■ Task goal
Your reply should be made up of every line in the records below that holds the string "СОЦИАЛИСТИЧЕСКАЯ".

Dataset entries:

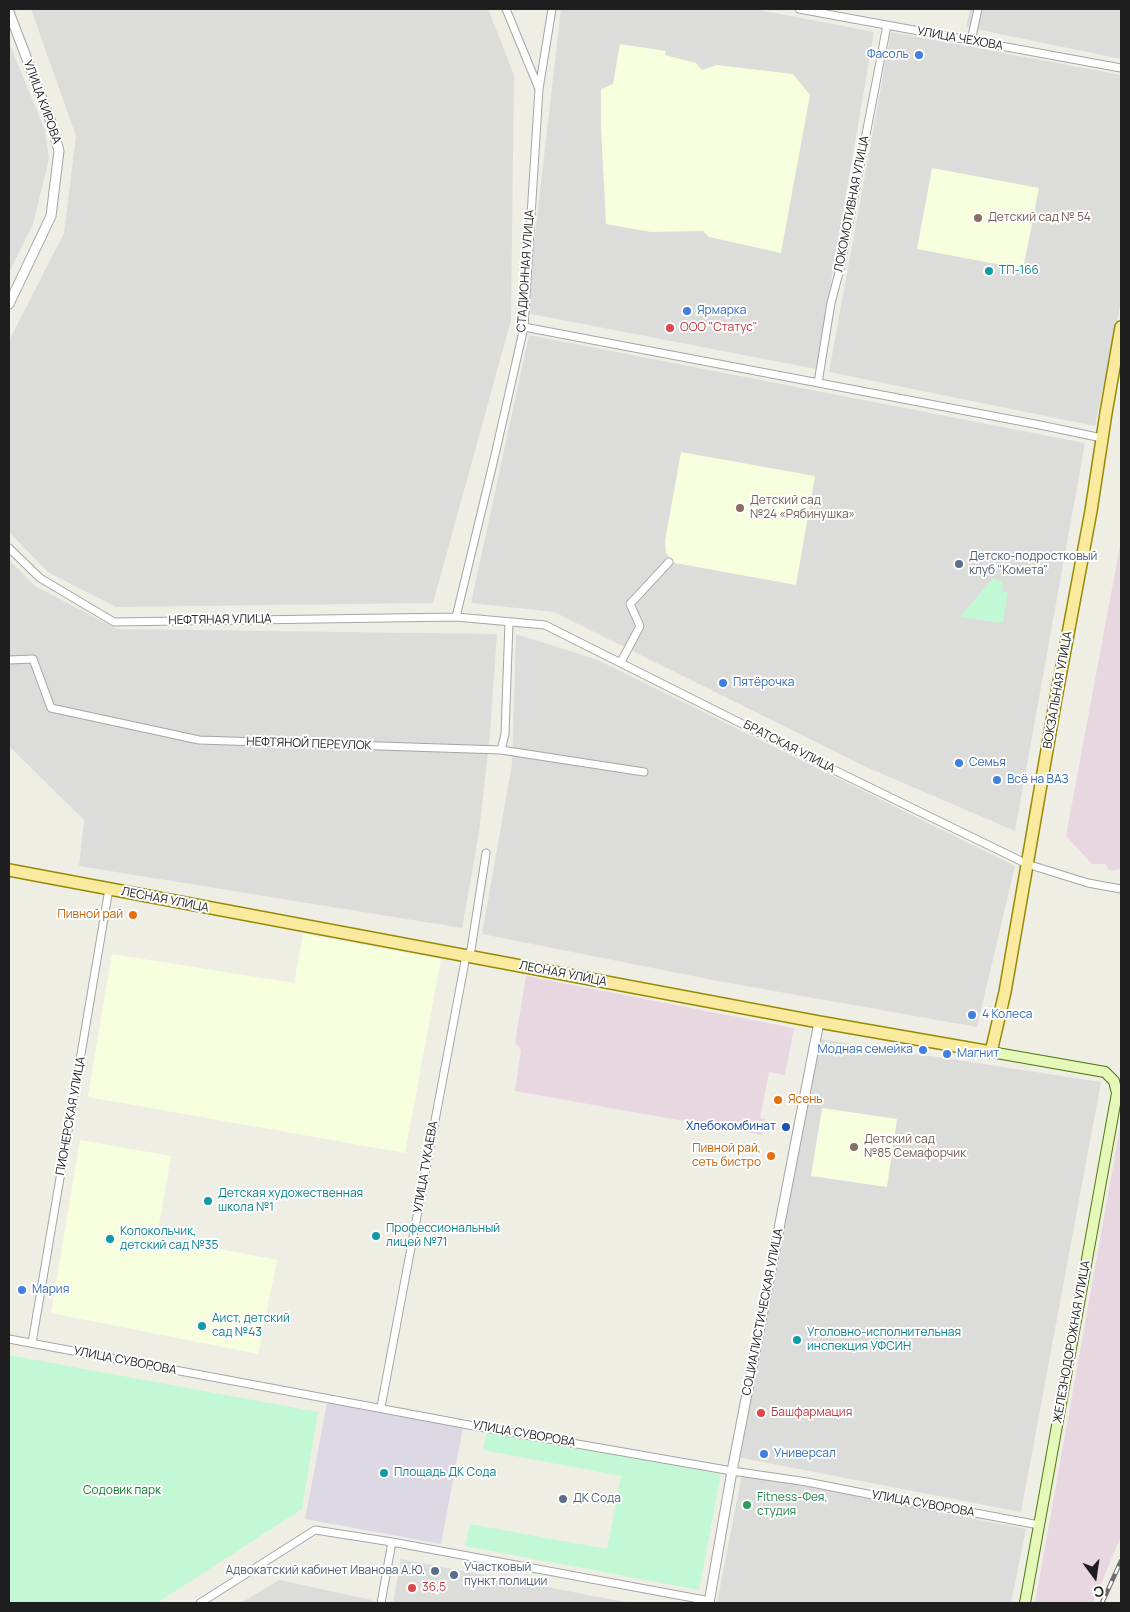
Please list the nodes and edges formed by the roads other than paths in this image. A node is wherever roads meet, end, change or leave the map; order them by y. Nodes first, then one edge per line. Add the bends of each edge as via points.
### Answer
1 (506, 9) edge
2 (552, 9) edge
3 (798, 9) edge
4 (978, 9) edge
5 (9, 12) edge
6 (887, 25) junction
7 (971, 41) junction
8 (1121, 68) edge
9 (539, 89) junction
10 (9, 304) edge
11 (1121, 326) edge
12 (524, 327) junction
13 (818, 383) junction
14 (1102, 438) junction
15 (9, 548) edge
16 (669, 562) dead end
17 (456, 617) junction
18 (509, 622) junction
19 (9, 660) edge
20 (621, 662) junction
21 (500, 750) junction
22 (644, 772) dead end
23 (486, 853) dead end
24 (1027, 864) junction
25 (9, 870) edge
26 (109, 889) junction
27 (1121, 889) edge
28 (466, 956) junction
29 (819, 1022) junction
30 (991, 1052) junction
31 (1114, 1081) joint
32 (9, 1339) edge
33 (32, 1343) junction
34 (381, 1408) junction
35 (732, 1471) junction
36 (1039, 1525) junction
37 (392, 1542) junction
38 (709, 1602) edge
39 (200, 1603) edge
40 (381, 1603) edge
41 (1025, 1603) edge

1 - 9 street
2 - 9 street, СТАДИОННАЯ УЛИЦА
3 - 6 street, УЛИЦА ЧЕХОВА
4 - 7 street
5 - 10 street, УЛИЦА КИРОВА via 51,122 59,152 52,216
6 - 7 street, УЛИЦА ЧЕХОВА
6 - 13 street, ЛОКОМОТИВНАЯ УЛИЦА
7 - 8 street, УЛИЦА ЧЕХОВА
9 - 12 street, СТАДИОННАЯ УЛИЦА
11 - 14 main road, ВОКЗАЛЬНАЯ УЛИЦА
12 - 13 street
12 - 17 street, СТАДИОННАЯ УЛИЦА
13 - 14 street
14 - 24 main road, ВОКЗАЛЬНАЯ УЛИЦА
15 - 17 street, НЕФТЯНАЯ УЛИЦА via 40,578 114,622
16 - 20 street via 630,604 640,626
17 - 18 street, БРАТСКАЯ УЛИЦА
18 - 20 street, БРАТСКАЯ УЛИЦА via 545,625
18 - 21 street via 505,734
19 - 21 street, НЕФТЯНОЙ ПЕРЕУЛОК via 33,659 51,708 199,740
20 - 24 street, БРАТСКАЯ УЛИЦА
21 - 22 street, НЕФТЯНОЙ ПЕРЕУЛОК
23 - 28 street, УЛИЦА ТУКАЕВА via 471,950
24 - 27 street, БРАТСКАЯ УЛИЦА via 1088,883
24 - 30 main road, ВОКЗАЛЬНАЯ УЛИЦА
25 - 26 main road, ЛЕСНАЯ УЛИЦА
26 - 28 main road, ЛЕСНАЯ УЛИЦА
26 - 33 street, ПИОНЕРСКАЯ УЛИЦА
28 - 29 main road, ЛЕСНАЯ УЛИЦА
28 - 34 street, УЛИЦА ТУКАЕВА
29 - 30 main road, ЛЕСНАЯ УЛИЦА
29 - 35 street, СОЦИАЛИСТИЧЕСКАЯ УЛИЦА
30 - 31 main road, ЛЕСНАЯ УЛИЦА via 1105,1072
31 - 36 main road, ЖЕЛЕЗНОДОРОЖНАЯ УЛИЦА via 1117,1093
32 - 33 street, УЛИЦА СУВОРОВА
33 - 34 street, УЛИЦА СУВОРОВА
34 - 35 street, УЛИЦА СУВОРОВА
35 - 36 street, УЛИЦА СУВОРОВА
35 - 38 street, СОЦИАЛИСТИЧЕСКАЯ УЛИЦА
36 - 41 main road, ЖЕЛЕЗНОДОРОЖНАЯ УЛИЦА
37 - 38 street
37 - 39 street via 315,1530
37 - 40 street

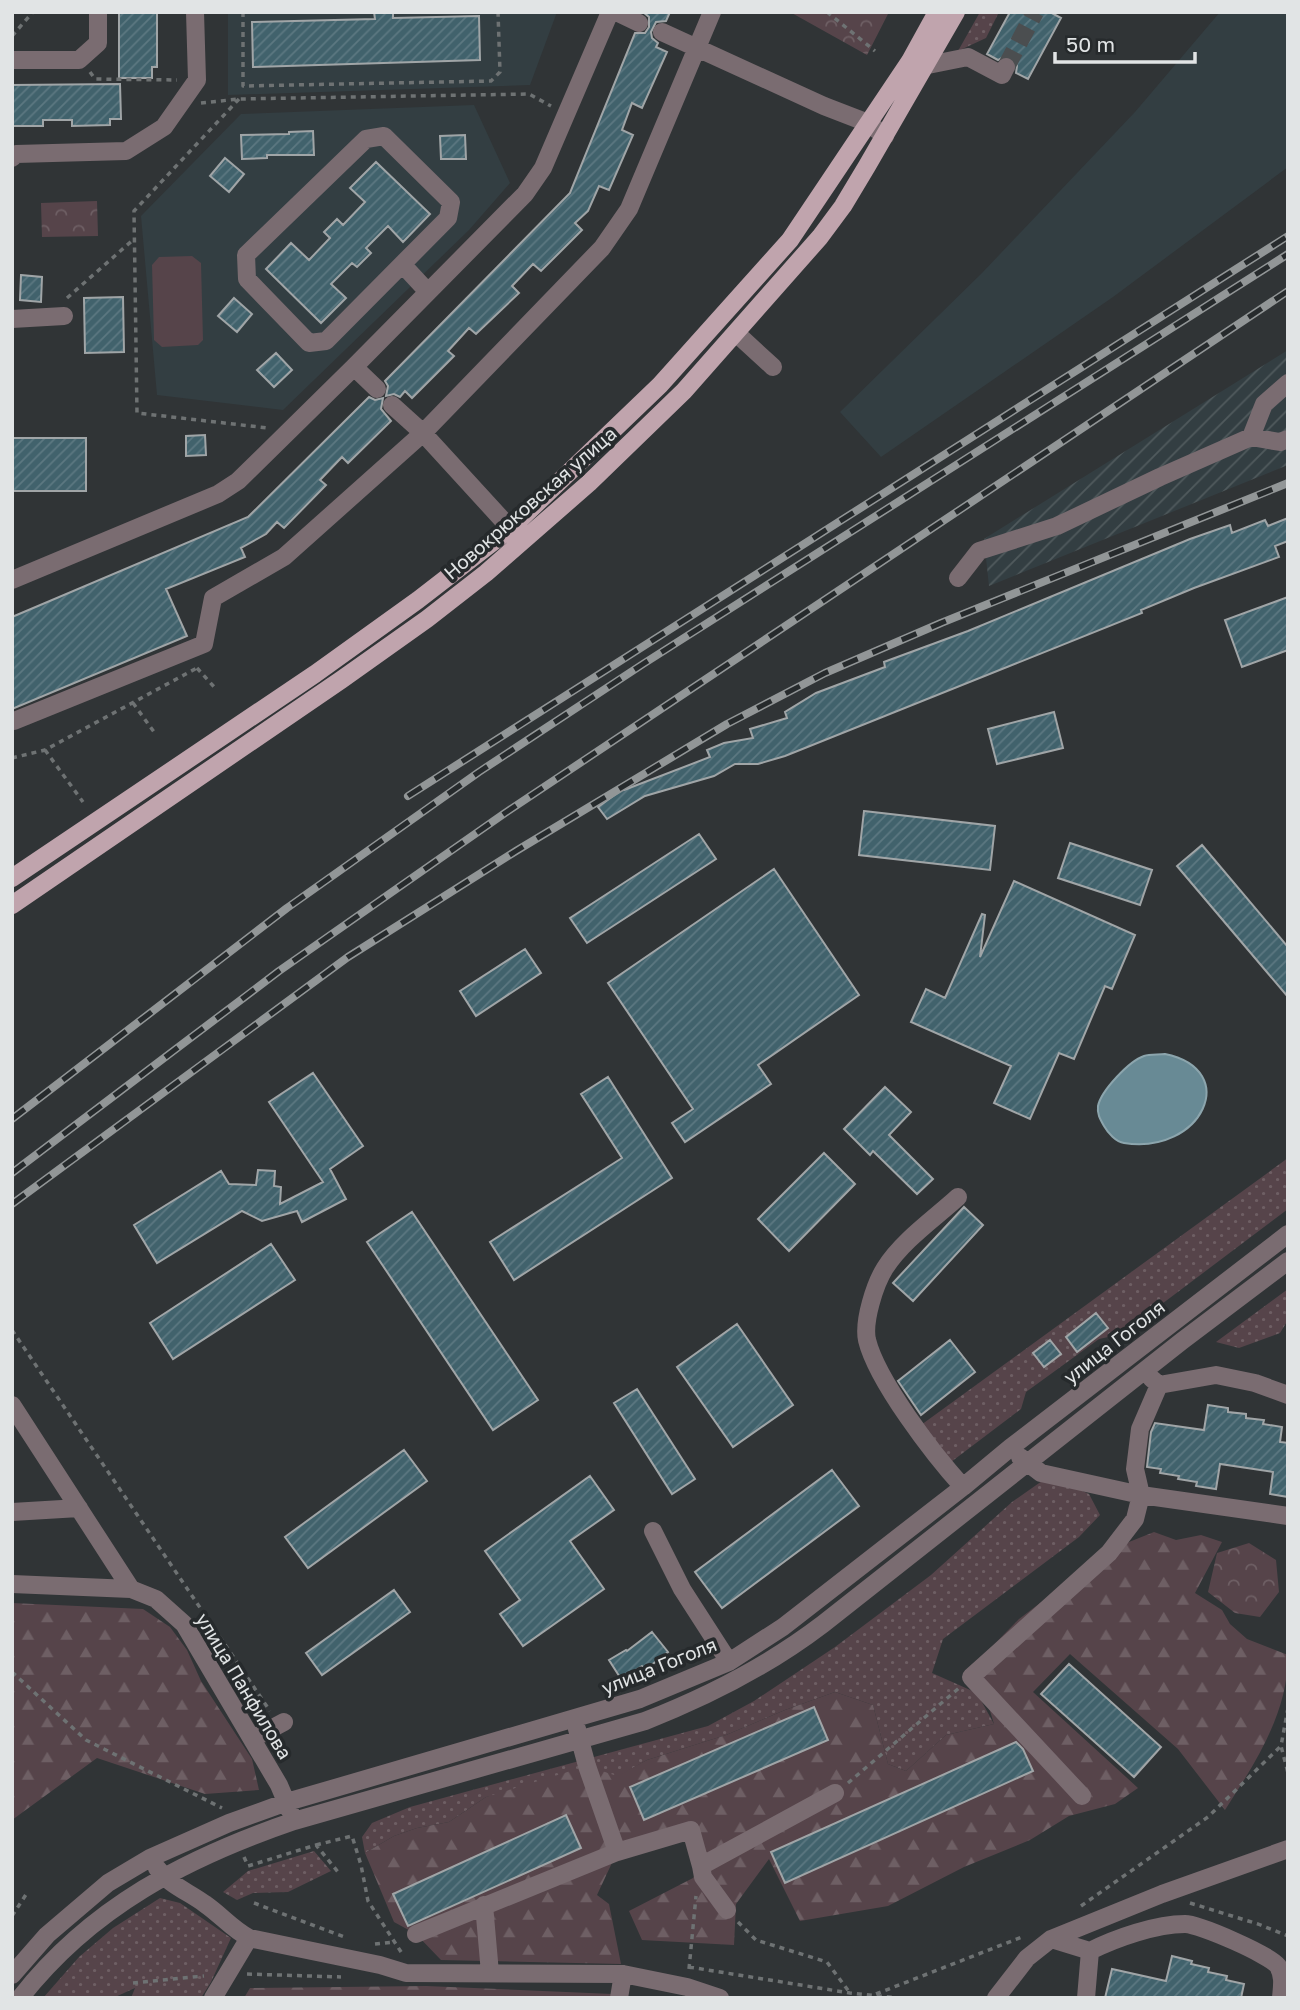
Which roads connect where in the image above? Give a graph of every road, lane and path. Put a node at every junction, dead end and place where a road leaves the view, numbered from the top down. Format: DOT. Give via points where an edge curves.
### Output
graph roads {
  1 [pos="33,12"];
  2 [pos="98,12"];
  3 [pos="195,12"];
  4 [pos="243,12"];
  5 [pos="498,12"];
  6 [pos="610,12"];
  7 [pos="616,12"];
  8 [pos="712,12"];
  9 [pos="827,12"];
  10 [pos="937,12"];
  11 [pos="956,12"];
  12 [pos="639,23"];
  13 [pos="662,32"];
  14 [pos="12,36"];
  15 [pos="698,49"];
  16 [pos="875,51"];
  17 [pos="12,60"];
  18 [pos="79,60"];
  19 [pos="928,65"];
  20 [pos="1006,67"];
  21 [pos="197,80"];
  22 [pos="239,99"];
  23 [pos="180,104"];
  24 [pos="565,113"];
  25 [pos="868,123"];
  26 [pos="885,136"];
  27 [pos="12,158"];
  28 [pos="134,239"];
  29 [pos="403,265"];
  30 [pos="428,292"];
  31 [pos="64,316"];
  32 [pos="44,318"];
  33 [pos="12,319"];
  34 [pos="736,332"];
  35 [pos="354,367"];
  36 [pos="773,367"];
  37 [pos="1288,383"];
  38 [pos="377,389"];
  39 [pos="392,405"];
  40 [pos="289,431"];
  41 [pos="423,433"];
  42 [pos="1251,437"];
  43 [pos="1288,439"];
  44 [pos="517,535"];
  45 [pos="958,578"];
  46 [pos="12,580"];
  47 [pos="204,644"];
  48 [pos="197,668"];
  49 [pos="216,690"];
  50 [pos="133,703"];
  51 [pos="14,721"];
  52 [pos="154,732"];
  53 [pos="45,750"];
  54 [pos="12,758"];
  55 [pos="83,802"];
  56 [pos="12,878"];
  57 [pos="12,905"];
  58 [pos="958,1197"];
  59 [pos="1288,1234"];
  60 [pos="1288,1261"];
  61 [pos="12,1330"];
  62 [pos="1131,1354"];
  63 [pos="1144,1370"];
  64 [pos="1159,1385"];
  65 [pos="1288,1395"];
  66 [pos="12,1405"];
  67 [pos="1010,1448"];
  68 [pos="1028,1463"];
  69 [pos="963,1487"];
  70 [pos="1141,1495"];
  71 [pos="79,1508"];
  72 [pos="12,1512"];
  73 [pos="1288,1516"];
  74 [pos="653,1531"];
  75 [pos="12,1584"];
  76 [pos="131,1589"];
  77 [pos="729,1662"];
  78 [pos="12,1672"];
  79 [pos="971,1677"];
  80 [pos="1288,1708"];
  81 [pos="575,1720"];
  82 [pos="281,1723"];
  83 [pos="252,1739"];
  84 [pos="580,1739"];
  85 [pos="1281,1746"];
  86 [pos="1288,1773"];
  87 [pos="835,1793"];
  88 [pos="1082,1796"];
  89 [pos="287,1802"];
  90 [pos="221,1807"];
  91 [pos="293,1821"];
  92 [pos="316,1845"];
  93 [pos="1288,1849"];
  94 [pos="617,1852"];
  95 [pos="150,1858"];
  96 [pos="248,1866"];
  97 [pos="701,1867"];
  98 [pos="338,1872"];
  99 [pos="162,1876"];
  100 [pos="27,1893"];
  101 [pos="1162,1895"];
  102 [pos="254,1903"];
  103 [pos="484,1905"];
  104 [pos="1078,1908"];
  105 [pos="726,1910"];
  106 [pos="12,1916"];
  107 [pos="1033,1933"];
  108 [pos="416,1934"];
  109 [pos="1288,1936"];
  110 [pos="248,1938"];
  111 [pos="1051,1939"];
  112 [pos="354,1941"];
  113 [pos="394,1942"];
  114 [pos="365,1945"];
  115 [pos="1090,1951"];
  116 [pos="689,1967"];
  117 [pos="406,1973"];
  118 [pos="490,1973"];
  119 [pos="229,1974"];
  120 [pos="12,1975"];
  121 [pos="623,1975"];
  122 [pos="133,1983"];
  123 [pos="687,1987"];
  124 [pos="850,1993"];
  125 [pos="876,1994"];
  126 [pos="20,1998"];
  127 [pos="213,1998"];
  128 [pos="619,1998"];
  129 [pos="720,1998"];
  130 [pos="900,1998"];
  131 [pos="996,1998"];
  132 [pos="1086,1998"];
  133 [pos="1281,1998"];
  1 -- 14 [label="path"];
  2 -- 18 [label="street" via="98,43"];
  3 -- 21 [label="street"];
  4 -- 5 [label="path" via="243,86 491,81 500,72"];
  6 -- 24 [label="street"];
  7 -- 12 [label="street"];
  8 -- 15 [label="street"];
  9 -- 16 [label="path"];
  10 -- 25 [label="main road, Новокрюковская улица"];
  11 -- 19 [label="main road, Новокрюковская улица"];
  13 -- 15 [label="street"];
  15 -- 25 [label="street"];
  15 -- 41 [label="street" via="629,209 602,248"];
  17 -- 18 [label="street"];
  18 -- 21 [label="path" via="95,79"];
  19 -- 20 [label="street" via="968,57 1002,75"];
  19 -- 26 [label="main road, Новокрюковская улица"];
  21 -- 23 [label="street"];
  22 -- 23 [label="path"];
  22 -- 24 [label="path" via="528,94"];
  22 -- 28 [label="path" via="134,211"];
  23 -- 27 [label="street" via="164,127 126,151 16,154"];
  24 -- 30 [label="street" via="543,168 524,194"];
  25 -- 26 [label="street"];
  25 -- 44 [label="main road, Новокрюковская улица" via="814,207 770,264"];
  26 -- 34 [label="main road, Новокрюковская улица" via="820,237"];
  28 -- 32 [label="path"];
  28 -- 40 [label="path" via="137,413"];
  29 -- 29 [label="street" via="326,341 309,343 247,279 246,255 366,139 384,136 451,202 448,218"];
  29 -- 30 [label="street"];
  30 -- 35 [label="street"];
  31 -- 32 [label="street"];
  32 -- 33 [label="street"];
  34 -- 36 [label="street"];
  34 -- 44 [label="main road, Новокрюковская улица" via="643,432"];
  35 -- 38 [label="street"];
  35 -- 40 [label="street"];
  37 -- 42 [label="street" via="1264,404"];
  39 -- 41 [label="street"];
  40 -- 46 [label="street" via="238,481 218,494"];
  41 -- 44 [label="street"];
  41 -- 47 [label="street" via="284,557 213,598"];
  42 -- 43 [label="street"];
  42 -- 45 [label="street" via="1057,526 979,551"];
  44 -- 56 [label="main road, Новокрюковская улица"];
  44 -- 57 [label="main road, Новокрюковская улица" via="427,619"];
  47 -- 48 [label="path"];
  47 -- 51 [label="street"];
  48 -- 49 [label="path"];
  48 -- 50 [label="path"];
  50 -- 52 [label="path"];
  50 -- 53 [label="path"];
  53 -- 54 [label="path"];
  53 -- 55 [label="path"];
  58 -- 69 [label="street" via="884,1269 870,1303 866,1337 878,1372"];
  59 -- 62 [label="street, улица Гоголя"];
  60 -- 63 [label="street"];
  61 -- 82 [label="path"];
  62 -- 63 [label="street"];
  62 -- 67 [label="street, улица Гоголя"];
  63 -- 64 [label="street"];
  63 -- 68 [label="street"];
  64 -- 65 [label="street" via="1216,1375"];
  64 -- 70 [label="street" via="1139,1429 1135,1469"];
  66 -- 71 [label="street"];
  67 -- 68 [label="street"];
  67 -- 69 [label="street, улица Гоголя"];
  68 -- 70 [label="street" via="1041,1473"];
  68 -- 84 [label="street" via="793,1646 739,1680 645,1721"];
  69 -- 77 [label="street, улица Гоголя" via="783,1628"];
  70 -- 73 [label="street"];
  70 -- 79 [label="street" via="1135,1519 1109,1553"];
  71 -- 72 [label="street"];
  71 -- 76 [label="street"];
  74 -- 77 [label="street" via="682,1589"];
  75 -- 76 [label="street, улица Панфилова"];
  76 -- 83 [label="street, улица Панфилова" via="156,1599 184,1624"];
  77 -- 81 [label="street, улица Гоголя"];
  78 -- 90 [label="path" via="86,1740"];
  79 -- 87 [label="path"];
  79 -- 88 [label="street"];
  80 -- 85 [label="path"];
  81 -- 84 [label="street"];
  81 -- 89 [label="street, улица Гоголя"];
  82 -- 83 [label="street"];
  83 -- 89 [label="street, улица Панфилова"];
  84 -- 91 [label="street"];
  84 -- 94 [label="street"];
  85 -- 86 [label="path"];
  85 -- 104 [label="path" via="1208,1817"];
  87 -- 97 [label="street"];
  89 -- 91 [label="street, улица Панфилова"];
  89 -- 95 [label="street, улица Гоголя"];
  91 -- 99 [label="street"];
  92 -- 96 [label="path"];
  92 -- 98 [label="path"];
  92 -- 113 [label="path" via="352,1836 368,1901"];
  93 -- 101 [label="street"];
  94 -- 97 [label="street" via="691,1830"];
  94 -- 103 [label="street"];
  95 -- 99 [label="street"];
  95 -- 120 [label="street, улица Гоголя" via="108,1883 47,1935"];
  97 -- 105 [label="street"];
  97 -- 116 [label="path"];
  99 -- 110 [label="street"];
  99 -- 126 [label="street" via="85,1929"];
  100 -- 106 [label="path"];
  101 -- 109 [label="path"];
  101 -- 111 [label="street"];
  102 -- 112 [label="path"];
  103 -- 108 [label="street"];
  103 -- 118 [label="street"];
  105 -- 124 [label="path" via="756,1940 827,1962"];
  107 -- 125 [label="path"];
  110 -- 117 [label="street"];
  110 -- 119 [label="street"];
  111 -- 115 [label="street"];
  111 -- 131 [label="street" via="1027,1958"];
  113 -- 114 [label="path"];
  113 -- 117 [label="path" via="402,1952"];
  115 -- 132 [label="street"];
  115 -- 133 [label="street" via="1120,1938 1186,1923 1230,1939 1276,1964 1283,1979"];
  116 -- 123 [label="path"];
  116 -- 124 [label="path"];
  117 -- 118 [label="street"];
  118 -- 121 [label="street"];
  119 -- 122 [label="path"];
  119 -- 127 [label="street"];
  121 -- 123 [label="street"];
  121 -- 128 [label="street"];
  123 -- 129 [label="street"];
  124 -- 125 [label="path"];
  125 -- 130 [label="path"];
}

■ Worked solution
29 - 35 street, СОЦИАЛИСТИЧЕСКАЯ УЛИЦА
35 - 38 street, СОЦИАЛИСТИЧЕСКАЯ УЛИЦА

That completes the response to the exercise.